--- EXTRACTED ENTRIES ---

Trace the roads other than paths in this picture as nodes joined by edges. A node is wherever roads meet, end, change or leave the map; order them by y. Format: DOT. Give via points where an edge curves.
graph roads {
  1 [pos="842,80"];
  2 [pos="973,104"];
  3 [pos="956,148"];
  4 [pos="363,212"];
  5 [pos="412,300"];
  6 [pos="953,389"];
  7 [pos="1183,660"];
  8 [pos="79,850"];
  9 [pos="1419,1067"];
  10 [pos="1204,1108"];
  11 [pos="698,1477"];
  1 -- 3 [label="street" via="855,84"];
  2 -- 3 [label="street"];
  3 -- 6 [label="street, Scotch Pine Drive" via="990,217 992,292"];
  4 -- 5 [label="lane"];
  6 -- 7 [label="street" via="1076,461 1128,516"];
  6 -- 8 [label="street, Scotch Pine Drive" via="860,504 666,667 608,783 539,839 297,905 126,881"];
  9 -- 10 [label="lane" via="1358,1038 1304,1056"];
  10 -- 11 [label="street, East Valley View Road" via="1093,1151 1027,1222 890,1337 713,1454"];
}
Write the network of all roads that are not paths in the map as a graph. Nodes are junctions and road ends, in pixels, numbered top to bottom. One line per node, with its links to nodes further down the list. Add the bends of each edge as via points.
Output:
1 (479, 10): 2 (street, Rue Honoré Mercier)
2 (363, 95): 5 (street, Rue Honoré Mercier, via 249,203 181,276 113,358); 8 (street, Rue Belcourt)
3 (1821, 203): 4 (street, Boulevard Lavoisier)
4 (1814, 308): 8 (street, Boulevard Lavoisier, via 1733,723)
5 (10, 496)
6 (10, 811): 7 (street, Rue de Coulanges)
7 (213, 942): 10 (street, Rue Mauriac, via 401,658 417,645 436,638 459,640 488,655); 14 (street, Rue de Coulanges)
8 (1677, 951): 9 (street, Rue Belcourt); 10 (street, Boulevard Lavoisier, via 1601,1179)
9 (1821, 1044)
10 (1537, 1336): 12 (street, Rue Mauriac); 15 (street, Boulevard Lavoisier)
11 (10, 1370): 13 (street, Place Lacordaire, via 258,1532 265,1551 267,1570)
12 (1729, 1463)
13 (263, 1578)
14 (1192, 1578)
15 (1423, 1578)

---

### TASK STATEMENT
The whole set of records needs to be written out exactly.

### RESPONSE AREA
Trace the roads other than paths in this picture as nodes joined by edges. A node is wherever roads meet, end, change or leave the map; order them by y. Format: DOT. Give via points where an edge curves.
graph roads {
  1 [pos="842,80"];
  2 [pos="973,104"];
  3 [pos="956,148"];
  4 [pos="363,212"];
  5 [pos="412,300"];
  6 [pos="953,389"];
  7 [pos="1183,660"];
  8 [pos="79,850"];
  9 [pos="1419,1067"];
  10 [pos="1204,1108"];
  11 [pos="698,1477"];
  1 -- 3 [label="street" via="855,84"];
  2 -- 3 [label="street"];
  3 -- 6 [label="street, Scotch Pine Drive" via="990,217 992,292"];
  4 -- 5 [label="lane"];
  6 -- 7 [label="street" via="1076,461 1128,516"];
  6 -- 8 [label="street, Scotch Pine Drive" via="860,504 666,667 608,783 539,839 297,905 126,881"];
  9 -- 10 [label="lane" via="1358,1038 1304,1056"];
  10 -- 11 [label="street, East Valley View Road" via="1093,1151 1027,1222 890,1337 713,1454"];
}
Write the network of all roads that are not paths in the map as a graph. Nodes are junctions and road ends, in pixels, numbered top to bottom. One line per node, with its links to nodes further down the list. Add the bends of each edge as via points.
Output:
1 (479, 10): 2 (street, Rue Honoré Mercier)
2 (363, 95): 5 (street, Rue Honoré Mercier, via 249,203 181,276 113,358); 8 (street, Rue Belcourt)
3 (1821, 203): 4 (street, Boulevard Lavoisier)
4 (1814, 308): 8 (street, Boulevard Lavoisier, via 1733,723)
5 (10, 496)
6 (10, 811): 7 (street, Rue de Coulanges)
7 (213, 942): 10 (street, Rue Mauriac, via 401,658 417,645 436,638 459,640 488,655); 14 (street, Rue de Coulanges)
8 (1677, 951): 9 (street, Rue Belcourt); 10 (street, Boulevard Lavoisier, via 1601,1179)
9 (1821, 1044)
10 (1537, 1336): 12 (street, Rue Mauriac); 15 (street, Boulevard Lavoisier)
11 (10, 1370): 13 (street, Place Lacordaire, via 258,1532 265,1551 267,1570)
12 (1729, 1463)
13 (263, 1578)
14 (1192, 1578)
15 (1423, 1578)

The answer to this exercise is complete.